### What to do:
Print the lines that run from the line with "position:absolute; width:15px; height:15px;" to the line with "margin:0; padding:0; list-style:none", keeping both end lines, exactly as they appear in the entries below, and nothing else.

### Data records:
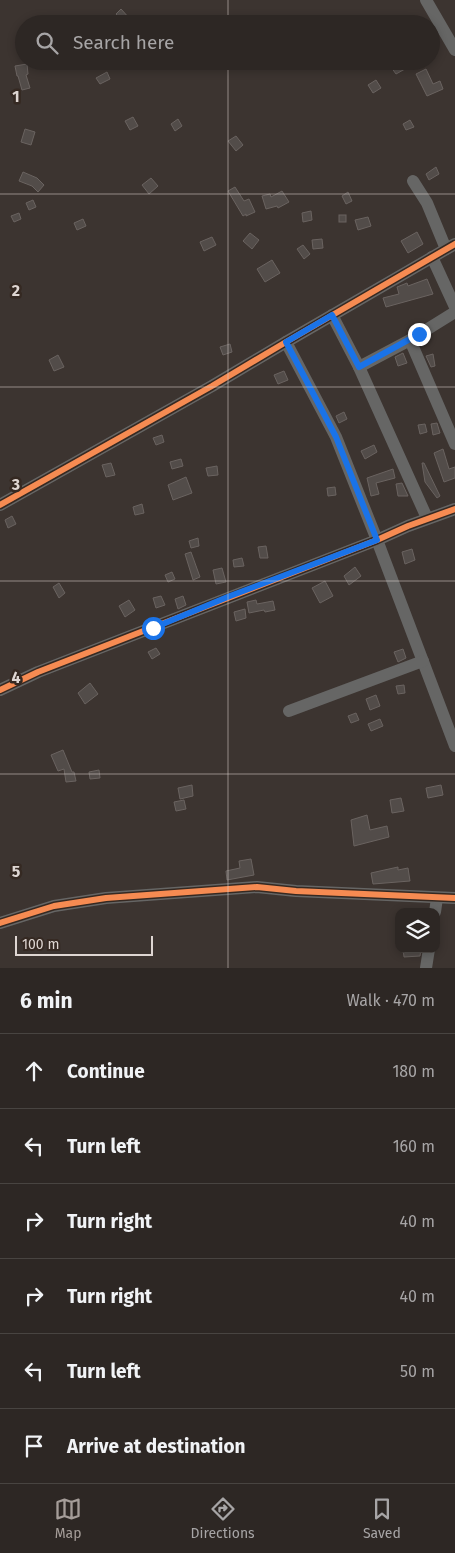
<!DOCTYPE html>
<html lang="en">
<head>
<meta charset="utf-8">
<style>
	:root { --surface:#2d2724; --page:#352f2c; --text:#f1f3f6; --muted:#a7a5a6; --line:#484441; --accent:#a59d99 }
	body { margin:0; font-family:"Fira Sans",sans-serif; background:var(--page); color:var(--text) }
	.controls { position:absolute; right:15px; bottom:15px; display:grid; overflow:hidden; border-radius:10px; box-shadow:0 2px 8px #0003 }
	.controls button { width:45px; height:45px; display:grid; place-items:center; padding:0; border:0; border-bottom:1px solid var(--line); background:var(--surface); color:var(--text); font:25px sans-serif }
	.scale { position:absolute; left:15px; bottom:12px; width:138px; box-sizing:border-box; padding-left:5px; border:2px solid #ded6d2; border-top:0; font-size:14px; line-height:18px; white-space:nowrap; color:#ded6d2; -webkit-text-stroke:4px #352922; paint-order:stroke }
	.stop { position:absolute; width:15px; height:15px; margin:-11px; border:4px solid #1a73e8; border-radius:50%; background:#fff }
	.stop.end { background:#1a73e8; border-color:#fff; box-shadow:0 1px 5px #0008 }
	.list { margin:0; padding:0; list-style:none }
	h2 { display:flex; justify-content:space-between; align-items:center; height:65px; margin:0; padding:0 20px; font-size:21px }
	h2 small { font-size:16px; font-weight:400; color:var(--muted) }
	.list li { display:grid; grid-template-columns:32px 1fr auto; gap:15px; align-items:center; box-sizing:border-box; height:75px; padding:0 20px; border-top:1px solid var(--line) }
	.list b { display:block; font-size:19px; white-space:nowrap }
	.list em { font-size:16px; font-style:normal; color:var(--muted) }
	.icon { flex:none; width:28px; height:28px; fill:none; stroke:currentColor; stroke-width:2; stroke-linecap:round; stroke-linejoin:round }
	.map { position:relative; flex:none; width:455px; height:968px; overflow:hidden }
	.search { position:absolute; background:var(--surface); box-shadow:0 2px 8px #0003; left:15px; right:15px; top:15px; height:55px; display:flex; align-items:center; gap:12px; box-sizing:border-box; padding:0 18px; border-radius:28px; color:var(--muted); font-size:19px }
	.sheet { height:515px; background:var(--surface) }
	nav { display:flex; justify-content:space-around; align-items:center; box-sizing:border-box; height:70px; border-top:1px solid var(--line); background:var(--surface); font-size:14px; color:var(--muted) }
	nav a { display:grid; justify-items:center; gap:2px }
	nav .on { color:var(--accent) }
	.map>svg:first-child { display:block }
</style>
</head>
<body>
<div class="map">
<svg width="455" height="968" viewBox="0 0 455 968">
	<rect width="100%" height="100%" fill="#3c3430"/>
	<g fill="#524c49" stroke="#6a6360">
		<polygon points="121,9 130,19 125,24 116,14"/>
		<polygon points="400,61 405,69 396,74 391,67"/>
		<polygon points="27,64 28,74 26,75 30,88 22,90 18,76 17,76 15,66"/>
		<polygon points="426,69 433,84 440,81 443,89 427,96 416,74"/>
		<polygon points="107,72 110,79 100,84 96,78"/>
		<polygon points="376,80 381,88 373,93 368,85"/>
		<polygon points="133,117 138,126 130,130 125,121"/>
		<polygon points="178,119 182,126 175,131 171,124"/>
		<polygon points="410,120 414,127 406,130 403,124"/>
		<polygon points="25,129 35,132 31,145 21,142"/>
		<polygon points="236,136 243,145 236,151 228,141"/>
		<polygon points="436,167 439,174 429,180 426,174"/>
		<polygon points="23,172 37,178 44,185 38,192 32,186 19,181"/>
		<polygon points="151,178 158,186 149,194 142,185"/>
		<polygon points="235,187 244,201 249,199 255,212 246,216 246,214 243,216 228,191"/>
		<polygon points="282,191 289,202 278,208 277,206 266,209 262,196 270,194 271,197"/>
		<polygon points="348,192 352,201 346,204 342,196"/>
		<polygon points="33,200 36,207 29,210 26,203"/>
		<polygon points="311,211 312,220 303,222 302,213"/>
		<polygon points="19,213 21,219 14,222 11,216"/>
		<rect x="339" y="215" width="7" height="7"/>
		<polygon points="368,217 371,226 358,230 355,220"/>
		<polygon points="83,219 86,226 77,230 74,223"/>
		<polygon points="417,232 423,244 408,253 401,241"/>
		<polygon points="250,233 259,240 252,249 243,241"/>
		<polygon points="212,237 216,245 204,251 200,242"/>
		<polygon points="322,239 323,248 313,249 312,240"/>
		<polygon points="303,245 310,254 304,259 297,249"/>
		<polygon points="272,260 280,273 265,282 257,269"/>
		<polygon points="427,279 433,294 386,307 383,298 399,294 397,287 407,283 408,286"/>
		<polygon points="230,344 232,352 223,355 220,347"/>
		<polygon points="403,353 407,363 398,366 395,357"/>
		<polygon points="433,354 435,366 431,367 426,356"/>
		<polygon points="58,355 64,367 54,371 49,360"/>
		<polygon points="284,371 288,380 278,384 274,375"/>
		<polygon points="344,412 347,419 339,423 336,416"/>
		<polygon points="437,423 440,433 433,435 431,424"/>
		<polygon points="425,424 427,432 420,434 418,425"/>
		<polygon points="162,435 164,442 156,445 153,438"/>
		<polygon points="374,445 377,452 365,459 361,451"/>
		<polygon points="443,449 449,469 455,467 455,478 444,482 434,453"/>
		<polygon points="181,459 183,466 172,469 170,462"/>
		<polygon points="111,463 115,475 106,477 102,465"/>
		<polygon points="422,463 424,463 440,496 437,498 425,482"/>
		<polygon points="217,466 218,475 208,476 206,468"/>
		<polygon points="393,469 395,478 376,483 379,494 371,496 367,478"/>
		<polygon points="186,477 192,493 173,500 168,485"/>
		<polygon points="402,483 408,496 398,496 396,484"/>
		<polygon points="335,487 336,495 328,496 327,488"/>
		<polygon points="142,504 144,513 135,515 133,507"/>
		<polygon points="12,516 16,524 8,528 5,520"/>
		<polygon points="198,538 199,546 191,548 189,541"/>
		<polygon points="266,546 268,558 260,558 258,547"/>
		<polygon points="412,549 415,560 405,564 402,552"/>
		<polygon points="191,552 200,577 193,580 185,554"/>
		<polygon points="242,558 244,566 234,567 233,560"/>
		<polygon points="355,567 361,576 349,585 344,576"/>
		<polygon points="222,568 226,582 216,584 213,570"/>
		<polygon points="172,572 175,579 168,582 165,575"/>
		<polygon points="325,581 333,596 320,603 312,588"/>
		<polygon points="59,583 65,593 59,598 53,587"/>
		<polygon points="161,596 165,605 156,608 153,598"/>
		<polygon points="183,596 186,605 178,609 175,599"/>
		<polygon points="129,600 135,610 125,617 119,606"/>
		<polygon points="256,600 257,604 273,601 275,610 265,612 264,610 249,613 247,602"/>
		<polygon points="245,609 246,618 236,621 234,612"/>
		<polygon points="156,648 160,654 152,659 148,652"/>
		<polygon points="403,649 406,658 398,662 394,652"/>
		<polygon points="90,683 98,694 85,704 78,693"/>
		<polygon points="404,685 405,693 398,694 396,686"/>
		<polygon points="376,695 380,706 370,710 366,699"/>
		<polygon points="356,713 359,720 351,723 348,716"/>
		<polygon points="380,719 383,726 371,731 368,724"/>
		<polygon points="63,750 72,772 74,772 76,781 66,782 64,769 58,771 51,755"/>
		<polygon points="99,770 100,778 90,779 89,772"/>
		<polygon points="192,785 193,796 180,799 178,788"/>
		<polygon points="441,785 443,795 428,798 426,788"/>
		<polygon points="401,798 404,811 392,813 390,800"/>
		<polygon points="184,800 186,809 176,811 174,802"/>
		<polygon points="367,815 370,830 387,826 389,837 354,846 351,820"/>
		<polygon points="251,859 254,875 227,880 226,871 240,868 239,861"/>
		<polygon points="398,867 398,870 408,868 410,881 373,884 371,873"/>
		<polygon points="403,949 421,949 420,956 404,957"/>
	</g>
	<g fill="none" stroke-linecap="round" stroke-linejoin="round">
		<g stroke="#666665" stroke-width="12">
			<polyline points="426,0 455,50"/>
			<polyline points="413,181 427,203 446,249"/>
			<polyline points="432,257 455,307"/>
			<polyline points="455,312 410,340 455,444"/>
			<polyline points="332,315 359,367 410,340"/>
			<polyline points="286,342 336,437 377,540 455,746"/>
			<polyline points="359,367 427,518"/>
			<polyline points="0,505 212,386 286,342 455,244"/>
			<polyline points="0,690 38,672 377,540 408,526 455,509"/>
			<polyline points="289,711 423,661"/>
			<polyline points="435,912 437,898"/>
			<polyline points="0,923 54,906 106,898 257,887 296,891 455,898"/>
			<polyline points="426,968 429,949"/>
		</g>
		<g stroke="#352922" stroke-width="9">
			<g id="cycleway">
				<polyline points="0,505 212,386 286,342 455,244"/>
				<polyline points="0,690 38,672 377,540 408,526 455,509"/>
				<polyline points="0,923 54,906 106,898 257,887 296,891 455,898"/>
			</g>
		</g>
		<use href="#cycleway" stroke="#f68b52" stroke-width="6"/>
	</g>
	<g fill="none" stroke-linecap="round" stroke-linejoin="round">
		<polyline stroke="#1a73e8" stroke-width="6" points="153,628 230,596 377,540 336,437 286,342 332,315 359,367 419,334"/>
	</g>
	<path fill="none" stroke="#ded6d2" stroke-width="1" stroke-opacity="0.55" d="M228,0V24M228,61V968M0,194H455M0,387H455M0,581H455M0,774H455"/>
	<g font-size="16" text-anchor="middle" font-weight="bold" fill="#ded6d2" stroke="#352922" stroke-width="5" stroke-linejoin="round" paint-order="stroke">
		<text x="16" y="102">1</text>
		<text x="16" y="296">2</text>
		<text x="16" y="490">3</text>
		<text x="16" y="683">4</text>
		<text x="16" y="877">5</text>
	</g>
</svg>
<div class="controls">
<button><svg class="icon" aria-label="layers" viewBox="0 0 24 24"><path d="M12 4l9 5-9 5-9-5zM3 14l9 5 9-5"/></svg></button>
</div>
<div class="scale">100 m</div>
<div class="stop" style="left:153px;top:628px"></div>
<div class="stop end" style="left:419px;top:334px"></div>
<div class="search"><svg class="icon" aria-label="search" viewBox="0 0 24 24"><circle cx="10" cy="10" r="6"/><path d="M15 15l6 6"/></svg>Search here</div>
</div>
<section class="sheet">
<h2>6 min<small>Walk · 470 m</small></h2>
<ul class="list">
<li><svg class="icon" aria-label="ahead" viewBox="0 0 24 24"><path d="M12 20V5M6 11l6-6 6 6"/></svg><div><b>Continue</b></div><em>180 m</em></li>
<li><svg class="icon" aria-label="left" viewBox="0 0 24 24"><path d="M17 20v-9H6M10 6l-5 5 5 5"/></svg><div><b>Turn left</b></div><em>160 m</em></li>
<li><svg class="icon" aria-label="right" viewBox="0 0 24 24"><path d="M7 20v-9h11M14 6l5 5-5 5"/></svg><div><b>Turn right</b></div><em>40 m</em></li>
<li><svg class="icon" aria-label="right" viewBox="0 0 24 24"><path d="M7 20v-9h11M14 6l5 5-5 5"/></svg><div><b>Turn right</b></div><em>40 m</em></li>
<li><svg class="icon" aria-label="left" viewBox="0 0 24 24"><path d="M17 20v-9H6M10 6l-5 5 5 5"/></svg><div><b>Turn left</b></div><em>50 m</em></li>
<li><svg class="icon" aria-label="arrive" viewBox="0 0 24 24"><path d="M6 21V4h12l-3 4 3 4H6"/></svg><div><b>Arrive at destination</b></div></li>
</ul>
</section>
<nav>
<a class="on"><svg class="icon" aria-label="map" viewBox="0 0 24 24"><path d="M3 6l6-2 6 2 6-2v14l-6 2-6-2-6 2zM9 4v14M15 6v14"/></svg>Map</a>
<a><svg class="icon" aria-label="directions" viewBox="0 0 24 24"><path d="M12 3l9 9-9 9-9-9zM9 14v-3h6M13 9l2 2-2 2"/></svg>Directions</a>
<a><svg class="icon" aria-label="saved" viewBox="0 0 24 24"><path d="M7 4h10v16l-5-4-5 4z"/></svg>Saved</a>
</nav>
</body>
</html>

### Written solution:
	.stop { position:absolute; width:15px; height:15px; margin:-11px; border:4px solid #1a73e8; border-radius:50%; background:#fff }
	.stop.end { background:#1a73e8; border-color:#fff; box-shadow:0 1px 5px #0008 }
	.list { margin:0; padding:0; list-style:none }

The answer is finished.